Suppression des frais de notaire pour les primo-accédants pour la majorité sortante, revalorisation des APL pour le Nouveau Front populaire, réindexation des retraites sur l’inflation pour le Rassemblement national… Parmi ce pêle-mêle d’idées, deux propositions sont emblématiques de la « fausse bonne idée », apparemment pleine de bon sens mais qui peut s’avérer inefficace ou, pire, délétère.

Effets pervers

En premier lieu, l’idée du Nouveau Front populaire de bloquer les prix des biens de première nécessité, dans l’alimentation, l’énergie et les carburants. La mesure est d’ailleurs la première à figurer dans son programme. Dans une note récente, Sylvain Bersinger, chef économiste chez Asterès, rappelle les raisons pour lesquelles cette idée est « absurde », selon ses propres termes. D’abord, le choc inflationniste est passé et les prix ont cessé de s’envoler. « Sur certains produits, comme les pâtes, les céréales, la volaille ou les poissons surgelés, la baisse des prix a déjà commencé », note l’économiste.

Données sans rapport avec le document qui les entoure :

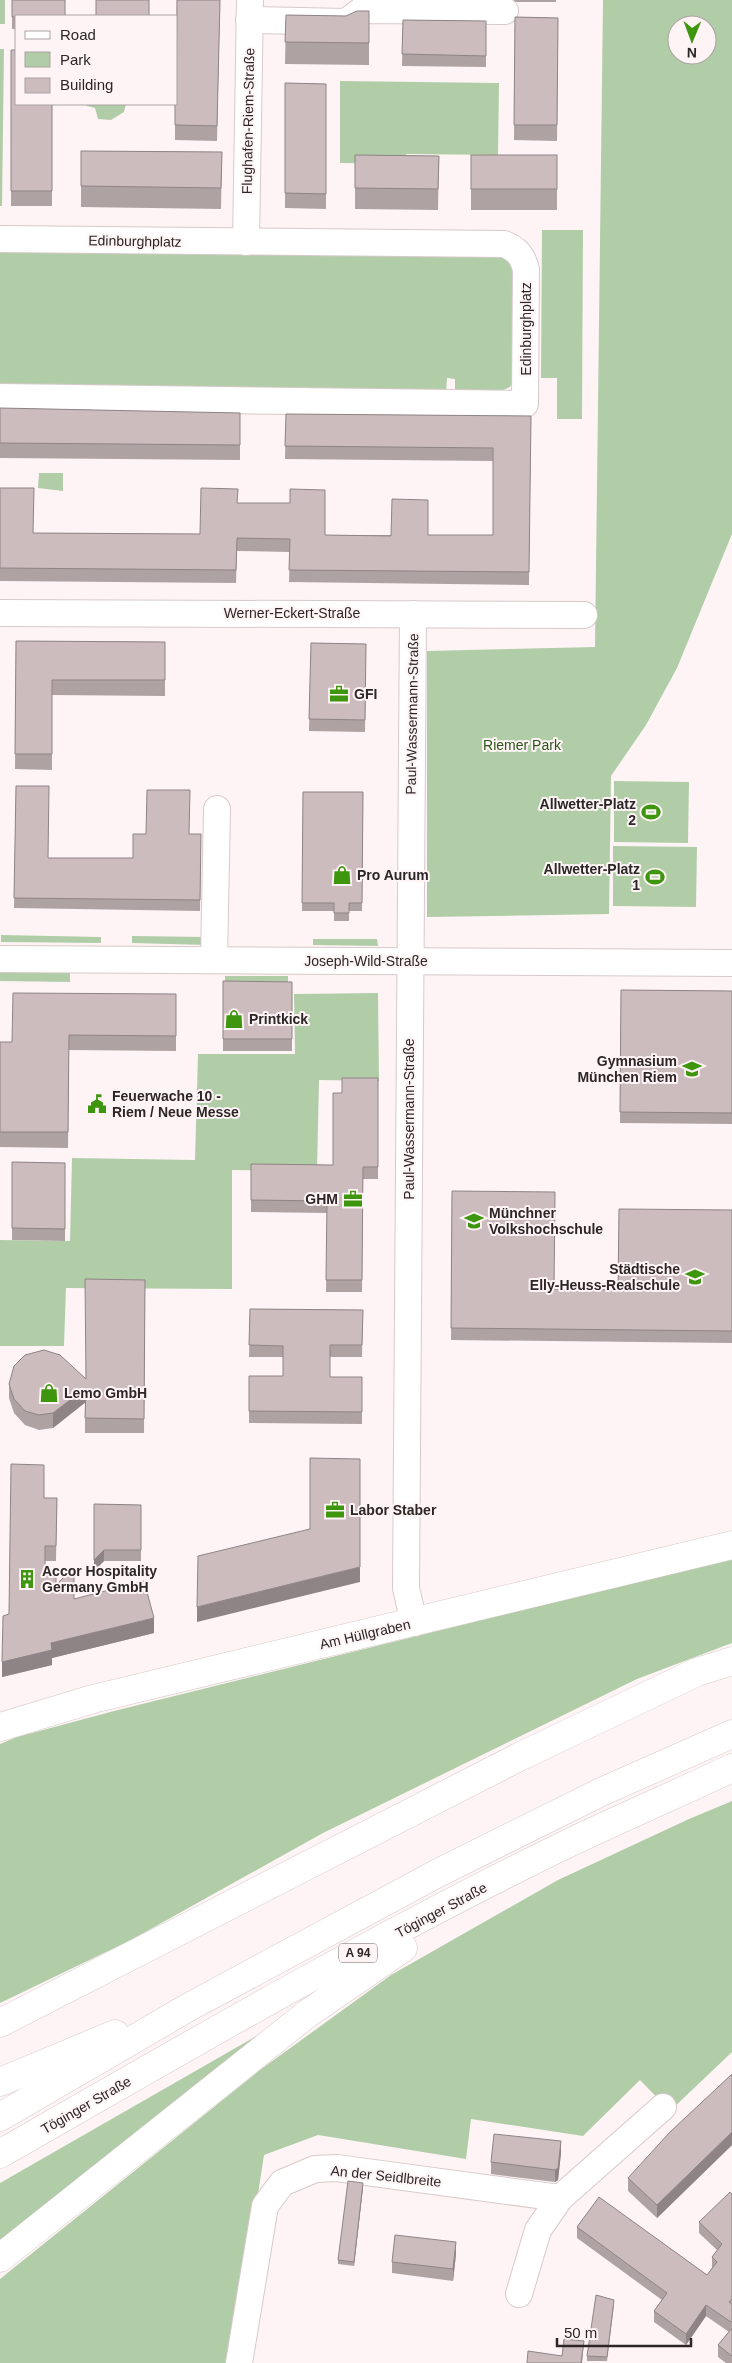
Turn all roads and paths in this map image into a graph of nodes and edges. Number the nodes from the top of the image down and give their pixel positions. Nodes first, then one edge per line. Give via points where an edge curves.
1 (249, 10) edge
2 (505, 11) dead end
3 (0, 239) edge
4 (246, 242) junction
5 (0, 397) edge
6 (0, 613) edge
7 (413, 614) junction
8 (584, 615) dead end
9 (217, 809) dead end
10 (0, 959) edge
11 (214, 960) junction
12 (410, 962) junction
13 (732, 963) edge
14 (732, 1545) edge
15 (414, 1623) junction
16 (732, 1661) edge
17 (0, 1727) edge
18 (732, 1734) edge
19 (732, 1768) edge
20 (574, 1841) junction
21 (189, 2007) junction
22 (0, 2023) edge
23 (0, 2082) edge
24 (663, 2107) dead end
25 (0, 2117) edge
26 (0, 2154) edge
27 (560, 2198) junction
28 (0, 2258) edge
29 (519, 2294) dead end
30 (239, 2363) edge

1 - 2 street via 346,22 362,10
1 - 4 street, Flughafen-Riem-Straße
3 - 4 street, Edinburghplatz
4 - 5 street, Edinburghplatz via 492,243 516,249 526,270 525,404
6 - 7 street, Werner-Eckert-Straße
7 - 8 street, Werner-Eckert-Straße
7 - 12 street, Paul-Wassermann-Straße
9 - 11 street
10 - 11 street, Joseph-Wild-Straße
11 - 12 street, Joseph-Wild-Straße
12 - 13 street, Joseph-Wild-Straße
12 - 15 street, Paul-Wassermann-Straße via 406,1588
14 - 15 main road, Am Hüllgraben
15 - 17 main road, Am Hüllgraben via 93,1699
16 - 22 main road via 697,1672 519,1758
18 - 21 main road, A 94 via 601,1792 438,1873
19 - 20 main road, Töginger Straße / A 94
20 - 26 main road, Töginger Straße / A 94 via 256,2008
20 - 28 main road via 552,1869 393,1954 306,2014
21 - 23 main road
21 - 25 main road, A 94
24 - 27 street
27 - 29 street via 538,2230
27 - 30 street, An der Seidlbreite via 337,2168 315,2169 282,2184 265,2206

Ensuite, le blocage des prix peut avoir des effets pervers : il peut créer des pénuries ou des hausses de prix sur d’autres produits. Si le prix de vente n’est pas assez élevé pour compenser le coût, les entreprises peuvent en effet choisir de cesser de fabriquer le produit en question (surtout si les salaires augmentent au même moment). Ou d’augmenter les prix des autres produits qu’elles fabriquent. C’est ce qui s’est passé en Hongrie en 2023 : le blocage des prix a créé des pénuries et contribué à alimenter l’inflation, car les producteurs ont reporté les hausses sur d’autres produits.

11,5 milliards

Autre effet pervers : le blocage des prix peut coûter cher au contribuable, si le gouvernement compense la différence, comme l’a montré le bouclier tarifaire mis en place par le gouvernement sortant. L’Institut Montaigne a d’ailleurs chiffré le coût d’un blocage des prix dans l’énergie à 24 milliards d’euros. Vu l’état des finances publiques, il faudra soit s’endetter encore un peu plus, soit augmenter les impôts, soit baisser des dépenses publiques pour financer un blocage des prix qui, paradoxalement, profitera de manière non négligeable aux plus aisés car ils consomment plus que les plus pauvres.

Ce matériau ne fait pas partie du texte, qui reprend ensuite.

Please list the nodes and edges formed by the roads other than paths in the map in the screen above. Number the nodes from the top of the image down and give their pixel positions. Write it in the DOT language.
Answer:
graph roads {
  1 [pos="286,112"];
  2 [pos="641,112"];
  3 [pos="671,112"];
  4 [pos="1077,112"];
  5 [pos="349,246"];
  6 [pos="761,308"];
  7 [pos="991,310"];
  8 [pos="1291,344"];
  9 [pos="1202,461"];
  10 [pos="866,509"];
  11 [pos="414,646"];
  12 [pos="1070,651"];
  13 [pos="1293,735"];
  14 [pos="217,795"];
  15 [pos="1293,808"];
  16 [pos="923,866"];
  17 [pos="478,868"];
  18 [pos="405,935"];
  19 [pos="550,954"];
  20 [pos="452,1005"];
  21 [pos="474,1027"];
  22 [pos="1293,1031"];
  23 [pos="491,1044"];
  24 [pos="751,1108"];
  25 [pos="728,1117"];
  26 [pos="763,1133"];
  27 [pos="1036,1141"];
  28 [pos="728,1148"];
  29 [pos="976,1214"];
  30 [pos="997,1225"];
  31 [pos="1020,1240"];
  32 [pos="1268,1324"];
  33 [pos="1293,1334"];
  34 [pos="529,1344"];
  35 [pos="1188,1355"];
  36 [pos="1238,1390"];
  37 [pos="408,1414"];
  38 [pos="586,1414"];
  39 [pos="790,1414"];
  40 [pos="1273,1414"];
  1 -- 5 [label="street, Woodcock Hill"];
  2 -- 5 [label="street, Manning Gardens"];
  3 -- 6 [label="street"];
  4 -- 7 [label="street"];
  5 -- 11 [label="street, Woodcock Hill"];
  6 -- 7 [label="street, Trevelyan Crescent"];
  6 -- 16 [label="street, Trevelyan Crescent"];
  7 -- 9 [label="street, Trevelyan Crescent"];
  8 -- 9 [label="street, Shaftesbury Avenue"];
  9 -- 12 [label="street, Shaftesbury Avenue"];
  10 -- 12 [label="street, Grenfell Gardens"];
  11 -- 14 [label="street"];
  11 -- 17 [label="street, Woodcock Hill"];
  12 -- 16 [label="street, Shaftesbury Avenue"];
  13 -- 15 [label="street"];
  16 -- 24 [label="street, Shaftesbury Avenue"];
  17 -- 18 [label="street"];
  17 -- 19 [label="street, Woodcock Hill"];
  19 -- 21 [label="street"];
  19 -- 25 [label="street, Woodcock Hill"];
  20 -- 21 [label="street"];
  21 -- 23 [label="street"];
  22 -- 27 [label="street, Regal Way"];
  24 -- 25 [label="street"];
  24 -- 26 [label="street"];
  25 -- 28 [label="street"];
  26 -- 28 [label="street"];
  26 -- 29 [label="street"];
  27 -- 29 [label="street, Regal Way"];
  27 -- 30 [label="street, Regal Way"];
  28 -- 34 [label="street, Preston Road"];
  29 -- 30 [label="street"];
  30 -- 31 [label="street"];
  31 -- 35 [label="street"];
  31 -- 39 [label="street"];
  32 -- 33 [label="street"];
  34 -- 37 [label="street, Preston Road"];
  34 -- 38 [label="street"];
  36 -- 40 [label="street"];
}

Autre « fausse bonne idée » en matière de pouvoir d’achat, la baisse de la TVA pour les produits énergétiques et ceux de première nécessité, prônée par le Rassemblement national. Encore une fois, cette mesure coûte cher (11,5 milliards rien que pour les produits énergétiques, selon les calculs de l’Institut Montaigne, et 7 milliards pour les produits alimentaires, selon les calculs de l’iFrap, autre think tank libéral) pour des résultats dérisoires.

Aides ciblées

En 2022, Asterès avait calculé un gain de 113 euros si l’intégralité de la baisse de la TVA était entièrement répercutée au consommateur, ce qui était loin d’être sûr. En Espagne, la baisse temporaire de la TVA sur les produits de première nécessité avait bel et bien été répercutée sur les prix (à 90 %), tandis que la baisse de la TVA dans la restauration en France ne l’avait presque pas été. Encore une fois, la baisse de la TVA profite également aux plus aisés, qui consomment plus. « Il vaut mieux utiliser l’argent public pour mettre en place des mesures ciblées », estime Olivier Redoules, directeur des études chez Rexecode. De plus, « bloquer les prix ou baisser la TVA sur les produits énergétiques comme le carburant va à rebours de l’objectif climatique », ajoute l’économiste.

Reste que, si le RN et le NFP sont adeptes de la « fausse bonne idée », la majorité sortante a, quant à elle, sorti de son chapeau une promesse de hausse du pouvoir d’achat qui n’en est pas une : la baisse de 15 % des factures d’électricité, qui est en réalité déjà actée.